In silenzio lui, inebriato per alcuni istanti dallo stato di leggerezza che aveva nel cuore, sbirciò con simpatia una montagna di monetine di rame accumulate su una stuoia. Nella strana torre formata da quella massa di rame appiccicaticcio, gli pareva di percepire una certa eleganza. Cominciò a sembrargli come se la massa meccanica di quelle monete, che se ne stavano in silenzio sul fondo della città, fosse il chiodo che teneva al loro posto le alte colline che si ergevano tutt’intorno.
«Ma certo! Se estraessi quel chiodo...».
Percepì tutte le illusioni frammentate della città e, soddisfatto, sgusciò via sparendo tra le spalle della gente. Tuttavia, venendo investito dal fetore di tutti quei corpi, all’improvviso e senza alcuna ragione in particolare, si bloccò colpito da una profonda tristezza, lucente come una lama di piombo consumata. Subito si riprese con un sogghigno e tornò a camminare. Deviò tra i magazzini straripanti di bottiglie vuote, rincasò e, senza neppure cambiarsi d’abito, si cacciò nel futon e si rannicchiò su se stesso.
Sapeva che se fosse riuscito a vendere tre riviste, avrebbe guadagnato dieci sen. Finché teneva a mente questa semplice regola, pensare al futuro non lo terrorizzava.

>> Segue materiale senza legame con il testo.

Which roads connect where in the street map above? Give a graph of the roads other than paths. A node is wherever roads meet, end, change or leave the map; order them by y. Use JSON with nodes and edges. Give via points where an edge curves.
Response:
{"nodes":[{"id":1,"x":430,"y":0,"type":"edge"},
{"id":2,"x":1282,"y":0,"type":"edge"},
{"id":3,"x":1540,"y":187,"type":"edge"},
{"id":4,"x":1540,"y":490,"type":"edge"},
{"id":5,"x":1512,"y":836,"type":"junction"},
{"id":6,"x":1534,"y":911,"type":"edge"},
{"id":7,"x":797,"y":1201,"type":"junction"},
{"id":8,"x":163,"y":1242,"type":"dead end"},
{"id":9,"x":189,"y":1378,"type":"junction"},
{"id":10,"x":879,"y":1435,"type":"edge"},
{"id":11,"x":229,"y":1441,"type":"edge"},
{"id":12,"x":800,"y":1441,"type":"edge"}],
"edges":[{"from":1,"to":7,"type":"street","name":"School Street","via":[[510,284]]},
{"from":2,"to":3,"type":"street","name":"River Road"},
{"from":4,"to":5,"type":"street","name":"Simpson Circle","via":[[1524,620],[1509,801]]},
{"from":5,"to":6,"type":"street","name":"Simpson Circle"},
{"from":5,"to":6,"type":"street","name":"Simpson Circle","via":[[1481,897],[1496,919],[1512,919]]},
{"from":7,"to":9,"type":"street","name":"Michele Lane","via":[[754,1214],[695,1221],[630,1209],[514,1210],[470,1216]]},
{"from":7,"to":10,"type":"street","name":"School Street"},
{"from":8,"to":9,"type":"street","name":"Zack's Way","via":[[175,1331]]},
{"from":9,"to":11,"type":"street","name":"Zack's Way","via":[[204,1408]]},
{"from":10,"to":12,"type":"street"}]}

Un giorno vendette tre riviste e, con il denaro ottenuto, fece per uscire sulla via principale; in quell’istante, sulla porta, comparve una vecchia cieca e scalza che non aveva mai visto prima. Teneva in mano alcune spazzole e continuava a chinare il capo in segno di supplica. «Ho settant’anni, l’età in cui mio marito è morto, e anche il mio unico figlio è morto. La polizia non mi lascia mendicare per strada quindi per favore, vi scongiuro, comprate almeno una di queste spazzole. Avevo qualche soldo da parte, ma per il funerale di mio marito ho speso diciotto yen, e ora non mi resta neanche un mon. Vi supplico di comprare almeno una spazzola... Per l’alloggio mi prendono trentotto sen a notte, e se non riesco a guadagnare almeno questa somma non so che ne sarà di me. Per favore, compratene almeno una».
Lui prese i suoi dieci sen e vi strinse intorno le dita screpolate della vecchia. Poi, andò a sedersi in cima alla verde collina.
«La mia vita è fatta così...». Sentiva la testa dolergli, qualsiasi cosa pensasse. Tacque, poi si andò a incamminare per una strada soleggiata. La città si srotolava tutto intorno a lui. Dal calzolaio all’angolo non proveniva alcun rumore. Accanto, l’orologiaio aveva il solito aspetto geometrico; tra gli infiniti orologi spigolosi, quelli che si muovevano segnavano all’unisono le tre del pomeriggio. Proseguì e si fermò di fronte alla scuola femminile. Un’onda di fanciulle variopinte si riversò fuori dal cancello, puntando proprio verso di lui. Rimase in piedi, come il palo di un pontile che resiste imperterrito alle correnti; davanti a lui, l’onda di ragazze si divise in due e scorse via placida, tremolando come un campo di fiori sfiorato dalla brezza.